Writing Homework Help
Towson University Literature Greatest Poems Question
Read the following stories and answer
Do this as Microsoft Word comments, like we’ve done in the past. You should use this document here.
Additionally, there are some reflection and multidisciplinary questions I would like you to thoughtfully engage with.
Finally, literary analysis format is also provided below. Please have that all completed by Thursday, September 30th before class. Submit it as a Microsoft Word document entitled, “[Your First and Last Name] Literary Analysis 02.”
Gerardo Mena (Former Special Forces corpsman)
Insurgent
I killed you this morning.
Wait.
I was brought before you. Called upon to nurse your filthy wounds.
I was asked to ease your discomfort in the remaining time
you had on earth. The tender welts across your back revealed how
Iraqi Police questioned you, and why you confessed
to your crime so quickly. You were just a boy. Lucky to own
sixteen years under your olive skin. I bet you felt invincible. Maybe
even brave. The dull opaque color of your hip bone, visible
through the infected hole left by the bullet, whispered
you only had days to live. I begged God to be there when it
happened. I didn’t hate you for what you did. I didn’t feel much
of anything except burning curiosity. I wanted to unzip you and
place pointy labeled flags into your organs. I needed to see
if your eyes turned to bliss
or fire.
Frederick Foote (Retired U.S. Navy physician)
The Hurt Fedayeen
We shot him through the chest, and now we’re saving his life;
it seems absurd, but that’s what Americans do—
blow a place apart, then put it together again,
pretending it’s good as new.
We won’t recall his face, he’s just a pin in the map
on which, day after day, the war’s reborn—
there’s always a clean glass eye, a limb from the rack,
a fresh martyr to mourn,
while past the sandbagged door, there on the camera set
where CNN packs up the network news,
the maimed world lurches by, calling out for bread,
unwilling to die of wounds.
Carolyn A. Surrick (Music therapist)
The Sniper
I.
What am I supposed to do now?
He is thirty-three years old and was a Special Forces sniper for
fourteen years. The longest consecutive number of months that he
was not in a combat zone in those fourteen years was four months.
He was good at his job. Very good. Until he was blown up.
He was a right-eyed, left-handed shooter. Now he is blind and
deaf on his right side, walks with a cane, and can’t bend his ring
finger and little finger on his left hand.
They gave him a clerical job while he was recuperating. They
told him where and when to show up. They never saw him.
He was there all day but they never saw him. They never saw
him because that was what his job used to be. He used to be
invisible.
II.
He said “Did you hear about what happened last year?”

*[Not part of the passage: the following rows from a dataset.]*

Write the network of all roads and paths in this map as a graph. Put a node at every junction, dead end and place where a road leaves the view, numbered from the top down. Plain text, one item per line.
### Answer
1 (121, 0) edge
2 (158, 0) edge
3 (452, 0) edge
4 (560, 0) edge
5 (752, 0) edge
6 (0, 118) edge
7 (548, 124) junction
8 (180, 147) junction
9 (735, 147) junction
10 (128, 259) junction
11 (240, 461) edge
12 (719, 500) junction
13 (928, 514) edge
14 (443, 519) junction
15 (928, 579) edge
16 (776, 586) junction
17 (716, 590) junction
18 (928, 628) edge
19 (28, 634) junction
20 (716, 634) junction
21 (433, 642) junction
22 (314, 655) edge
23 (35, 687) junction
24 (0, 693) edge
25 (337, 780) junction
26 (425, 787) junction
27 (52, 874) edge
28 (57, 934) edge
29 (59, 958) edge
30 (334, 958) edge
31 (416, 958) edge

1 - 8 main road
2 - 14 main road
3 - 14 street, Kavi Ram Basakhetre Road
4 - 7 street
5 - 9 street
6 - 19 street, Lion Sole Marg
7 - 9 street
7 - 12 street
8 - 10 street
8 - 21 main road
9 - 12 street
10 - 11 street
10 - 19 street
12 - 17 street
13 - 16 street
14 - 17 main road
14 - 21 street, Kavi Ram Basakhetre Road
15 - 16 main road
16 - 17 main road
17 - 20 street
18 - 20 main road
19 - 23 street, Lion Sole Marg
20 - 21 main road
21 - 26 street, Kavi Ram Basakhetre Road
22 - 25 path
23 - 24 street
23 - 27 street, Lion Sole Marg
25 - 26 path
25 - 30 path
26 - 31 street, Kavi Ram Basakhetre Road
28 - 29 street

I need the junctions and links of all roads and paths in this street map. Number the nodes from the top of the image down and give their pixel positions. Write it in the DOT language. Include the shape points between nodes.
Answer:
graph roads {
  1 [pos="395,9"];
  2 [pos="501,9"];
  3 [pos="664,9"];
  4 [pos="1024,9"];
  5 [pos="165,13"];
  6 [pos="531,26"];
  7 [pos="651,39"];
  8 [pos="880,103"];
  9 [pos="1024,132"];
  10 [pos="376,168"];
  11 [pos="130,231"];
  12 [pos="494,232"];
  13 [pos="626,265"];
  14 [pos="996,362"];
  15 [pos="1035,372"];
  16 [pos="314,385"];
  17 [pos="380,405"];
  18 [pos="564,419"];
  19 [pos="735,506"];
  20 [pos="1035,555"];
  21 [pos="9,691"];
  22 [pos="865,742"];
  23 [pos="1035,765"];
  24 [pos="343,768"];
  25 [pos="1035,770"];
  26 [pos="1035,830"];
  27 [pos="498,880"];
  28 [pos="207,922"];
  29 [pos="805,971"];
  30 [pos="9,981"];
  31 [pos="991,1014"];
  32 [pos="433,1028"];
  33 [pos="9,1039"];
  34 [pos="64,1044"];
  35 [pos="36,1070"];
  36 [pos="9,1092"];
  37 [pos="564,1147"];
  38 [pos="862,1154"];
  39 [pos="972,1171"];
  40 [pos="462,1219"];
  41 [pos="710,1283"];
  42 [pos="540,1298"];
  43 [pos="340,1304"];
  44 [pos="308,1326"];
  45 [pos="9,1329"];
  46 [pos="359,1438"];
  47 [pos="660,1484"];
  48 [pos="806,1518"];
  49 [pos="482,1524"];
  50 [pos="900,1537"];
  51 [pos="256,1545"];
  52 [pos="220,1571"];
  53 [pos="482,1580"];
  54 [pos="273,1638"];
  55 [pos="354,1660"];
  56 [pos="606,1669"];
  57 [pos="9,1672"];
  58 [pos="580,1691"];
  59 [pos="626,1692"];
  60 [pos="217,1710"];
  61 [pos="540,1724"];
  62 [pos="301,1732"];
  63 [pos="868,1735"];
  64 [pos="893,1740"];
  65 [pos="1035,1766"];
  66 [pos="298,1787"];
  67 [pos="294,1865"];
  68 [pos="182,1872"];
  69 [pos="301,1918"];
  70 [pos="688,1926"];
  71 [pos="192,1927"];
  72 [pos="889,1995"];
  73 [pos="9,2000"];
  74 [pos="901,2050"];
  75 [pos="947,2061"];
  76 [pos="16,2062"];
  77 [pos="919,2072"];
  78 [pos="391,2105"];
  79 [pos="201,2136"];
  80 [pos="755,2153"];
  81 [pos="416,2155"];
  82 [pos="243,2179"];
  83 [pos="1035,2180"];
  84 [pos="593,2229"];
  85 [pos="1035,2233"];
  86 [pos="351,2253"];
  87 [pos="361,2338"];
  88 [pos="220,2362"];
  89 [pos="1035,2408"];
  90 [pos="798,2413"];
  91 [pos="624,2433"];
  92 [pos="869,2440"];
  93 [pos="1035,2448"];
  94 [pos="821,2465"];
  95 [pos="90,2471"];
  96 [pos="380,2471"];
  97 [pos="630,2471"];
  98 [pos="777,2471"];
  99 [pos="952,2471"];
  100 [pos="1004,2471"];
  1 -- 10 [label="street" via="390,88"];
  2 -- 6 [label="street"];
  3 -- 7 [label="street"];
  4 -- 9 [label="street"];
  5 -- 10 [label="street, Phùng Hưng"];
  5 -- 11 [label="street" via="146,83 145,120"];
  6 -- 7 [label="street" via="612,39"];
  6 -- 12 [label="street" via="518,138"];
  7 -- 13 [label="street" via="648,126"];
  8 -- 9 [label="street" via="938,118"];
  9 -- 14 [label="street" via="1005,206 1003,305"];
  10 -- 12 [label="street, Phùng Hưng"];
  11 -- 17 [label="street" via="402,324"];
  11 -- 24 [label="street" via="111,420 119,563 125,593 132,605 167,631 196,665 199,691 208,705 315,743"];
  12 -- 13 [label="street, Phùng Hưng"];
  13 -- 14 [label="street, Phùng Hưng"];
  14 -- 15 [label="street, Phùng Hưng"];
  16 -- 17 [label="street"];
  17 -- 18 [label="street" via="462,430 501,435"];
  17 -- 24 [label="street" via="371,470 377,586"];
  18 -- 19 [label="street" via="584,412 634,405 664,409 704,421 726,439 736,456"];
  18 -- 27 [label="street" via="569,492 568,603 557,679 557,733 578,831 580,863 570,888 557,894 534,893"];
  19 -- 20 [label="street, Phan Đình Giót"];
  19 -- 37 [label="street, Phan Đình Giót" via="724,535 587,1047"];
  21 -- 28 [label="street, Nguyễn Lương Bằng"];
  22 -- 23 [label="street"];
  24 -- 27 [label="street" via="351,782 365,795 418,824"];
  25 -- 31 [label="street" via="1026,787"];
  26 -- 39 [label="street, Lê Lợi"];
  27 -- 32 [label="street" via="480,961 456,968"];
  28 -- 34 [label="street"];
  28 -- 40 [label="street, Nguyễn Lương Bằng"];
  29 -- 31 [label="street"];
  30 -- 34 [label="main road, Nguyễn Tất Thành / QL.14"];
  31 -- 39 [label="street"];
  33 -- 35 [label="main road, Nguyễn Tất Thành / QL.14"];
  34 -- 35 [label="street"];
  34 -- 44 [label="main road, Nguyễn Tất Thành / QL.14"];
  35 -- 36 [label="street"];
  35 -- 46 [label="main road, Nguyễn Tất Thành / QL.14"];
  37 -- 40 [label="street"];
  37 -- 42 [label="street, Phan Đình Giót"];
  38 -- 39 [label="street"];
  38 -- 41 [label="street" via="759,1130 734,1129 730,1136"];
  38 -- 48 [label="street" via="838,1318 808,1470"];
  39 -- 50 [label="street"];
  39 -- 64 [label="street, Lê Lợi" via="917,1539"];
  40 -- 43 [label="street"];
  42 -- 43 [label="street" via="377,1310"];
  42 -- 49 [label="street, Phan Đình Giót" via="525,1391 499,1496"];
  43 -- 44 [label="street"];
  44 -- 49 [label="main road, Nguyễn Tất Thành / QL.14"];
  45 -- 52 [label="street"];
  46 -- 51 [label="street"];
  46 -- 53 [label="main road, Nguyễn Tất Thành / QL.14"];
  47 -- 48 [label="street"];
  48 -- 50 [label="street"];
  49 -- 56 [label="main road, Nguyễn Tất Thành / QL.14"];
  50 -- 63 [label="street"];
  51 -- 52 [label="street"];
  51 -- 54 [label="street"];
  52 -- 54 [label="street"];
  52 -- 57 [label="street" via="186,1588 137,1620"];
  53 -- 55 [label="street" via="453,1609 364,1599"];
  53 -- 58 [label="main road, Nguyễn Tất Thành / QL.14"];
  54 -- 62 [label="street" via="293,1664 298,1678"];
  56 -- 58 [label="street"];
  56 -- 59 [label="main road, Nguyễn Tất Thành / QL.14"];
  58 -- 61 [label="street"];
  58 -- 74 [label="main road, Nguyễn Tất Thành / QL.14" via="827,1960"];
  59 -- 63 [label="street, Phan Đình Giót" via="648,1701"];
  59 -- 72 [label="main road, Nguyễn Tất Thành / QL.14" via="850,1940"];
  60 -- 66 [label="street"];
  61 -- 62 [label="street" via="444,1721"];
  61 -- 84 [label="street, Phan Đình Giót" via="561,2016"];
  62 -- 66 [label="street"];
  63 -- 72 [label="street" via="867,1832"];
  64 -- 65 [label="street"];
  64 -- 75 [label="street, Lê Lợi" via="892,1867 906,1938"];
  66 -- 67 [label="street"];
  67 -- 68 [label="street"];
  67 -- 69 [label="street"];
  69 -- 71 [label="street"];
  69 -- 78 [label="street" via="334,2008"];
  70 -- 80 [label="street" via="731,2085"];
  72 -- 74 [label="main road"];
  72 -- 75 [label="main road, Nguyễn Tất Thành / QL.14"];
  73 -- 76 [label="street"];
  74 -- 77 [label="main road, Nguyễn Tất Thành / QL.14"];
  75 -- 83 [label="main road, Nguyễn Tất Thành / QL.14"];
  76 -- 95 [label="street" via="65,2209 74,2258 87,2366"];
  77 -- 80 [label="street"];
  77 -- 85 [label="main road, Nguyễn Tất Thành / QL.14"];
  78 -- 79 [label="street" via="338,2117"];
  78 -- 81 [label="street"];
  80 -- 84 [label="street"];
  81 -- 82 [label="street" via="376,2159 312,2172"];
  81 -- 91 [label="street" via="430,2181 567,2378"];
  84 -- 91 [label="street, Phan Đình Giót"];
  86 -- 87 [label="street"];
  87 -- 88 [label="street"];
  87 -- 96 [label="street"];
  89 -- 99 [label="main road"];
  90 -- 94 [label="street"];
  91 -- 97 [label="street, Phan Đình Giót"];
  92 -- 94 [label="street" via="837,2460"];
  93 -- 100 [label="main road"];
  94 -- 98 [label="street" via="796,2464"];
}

A shrink finished a session with some guy
Went up to the roof
And jumped off.
III.
Major Nidal Malik Hasan (terrorist, psychiatrist, formerly stationed here)
13 dead
32 injured
45 people shot
IV.
the day after Major Nidal Malik Hasan
opened fire at Fort Hood
my sniper’s friends
sat right in front of me
while I played
they didn’t usually
they might slow down
as they passed
but they wouldn’t stop
and listen
but on this day
they couldn’t find
their friend, my sniper
and by the time he walked
through the automatic glass doors
one of the friends was almost frantic
Where were you last night?
I looked everywhere.
I couldn’t find you.
I looked for you until after midnight.
I went out, he said calmly
I went out for a couple of beers.
But I couldn’t find you.
I looked for you everywhere
his eyes betrayed his panic
I took the metro and went to a pub.
What’s the big deal?
his friend had reached his wits’ end
You’re a SNIPER, he almost yelled
As if that explained everything.
V.
They stayed right in front of me while I played that day, the sixth
of November, 2009. Their talk was crazy. Off the hook. Paranoid.
Self-righteous. I had never heard them like that before.
When a buddy walked up on my sniper’s blind side to bum a
cigarette, and tapped him on the shoulder, I thought, someone
is going to die today. My sniper raised his hand to do damage
to whatever stranger had touched him, and his buddy held both
his hands in the air and said, “Hey it’s only me. I just wanted a
cigarette!”
He said, looking his buddy in the eye, Don’t Ever Do That Again
and then rubbed his hands together to keep me from seeing
them shake.
Reflection and Multidisciplinary Questions:
1. You’ve just read three different poems by three different caregivers. Pick one of the poems. What do you think that poet has to say about how war can affect individuals from a health perspective?
2. We’re about more than a quarter of the way through this class already. How has your perspective changed about the main subject of this class, “war”?